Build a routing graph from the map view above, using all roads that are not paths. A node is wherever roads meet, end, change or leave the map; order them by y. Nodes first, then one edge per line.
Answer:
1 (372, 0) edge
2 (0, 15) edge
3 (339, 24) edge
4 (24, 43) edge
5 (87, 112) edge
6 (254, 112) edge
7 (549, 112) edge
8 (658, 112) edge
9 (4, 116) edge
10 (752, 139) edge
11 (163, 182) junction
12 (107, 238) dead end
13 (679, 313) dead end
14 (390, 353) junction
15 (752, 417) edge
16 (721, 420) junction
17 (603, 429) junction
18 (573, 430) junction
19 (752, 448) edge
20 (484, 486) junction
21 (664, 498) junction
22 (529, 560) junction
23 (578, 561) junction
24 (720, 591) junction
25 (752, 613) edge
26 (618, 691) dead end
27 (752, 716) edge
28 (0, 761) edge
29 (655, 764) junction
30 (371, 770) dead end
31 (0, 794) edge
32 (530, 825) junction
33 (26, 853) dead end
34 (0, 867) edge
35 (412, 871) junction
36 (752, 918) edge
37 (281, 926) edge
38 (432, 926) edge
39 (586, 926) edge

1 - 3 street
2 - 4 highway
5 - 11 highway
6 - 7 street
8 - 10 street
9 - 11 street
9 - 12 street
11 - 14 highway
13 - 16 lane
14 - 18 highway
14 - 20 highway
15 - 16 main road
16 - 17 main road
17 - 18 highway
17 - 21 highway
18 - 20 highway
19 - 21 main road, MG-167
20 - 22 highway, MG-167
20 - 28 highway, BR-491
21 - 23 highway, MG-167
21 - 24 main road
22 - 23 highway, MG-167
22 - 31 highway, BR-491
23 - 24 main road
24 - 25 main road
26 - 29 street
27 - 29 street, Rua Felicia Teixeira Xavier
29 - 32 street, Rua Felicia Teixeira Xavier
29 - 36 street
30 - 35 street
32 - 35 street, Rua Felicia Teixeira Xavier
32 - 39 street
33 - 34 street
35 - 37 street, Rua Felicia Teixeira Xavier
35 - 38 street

____________

Copy every line in the data above that has the string "dead" in it.

• _Exercise solution_
12 (107, 238) dead end
13 (679, 313) dead end
26 (618, 691) dead end
30 (371, 770) dead end
33 (26, 853) dead end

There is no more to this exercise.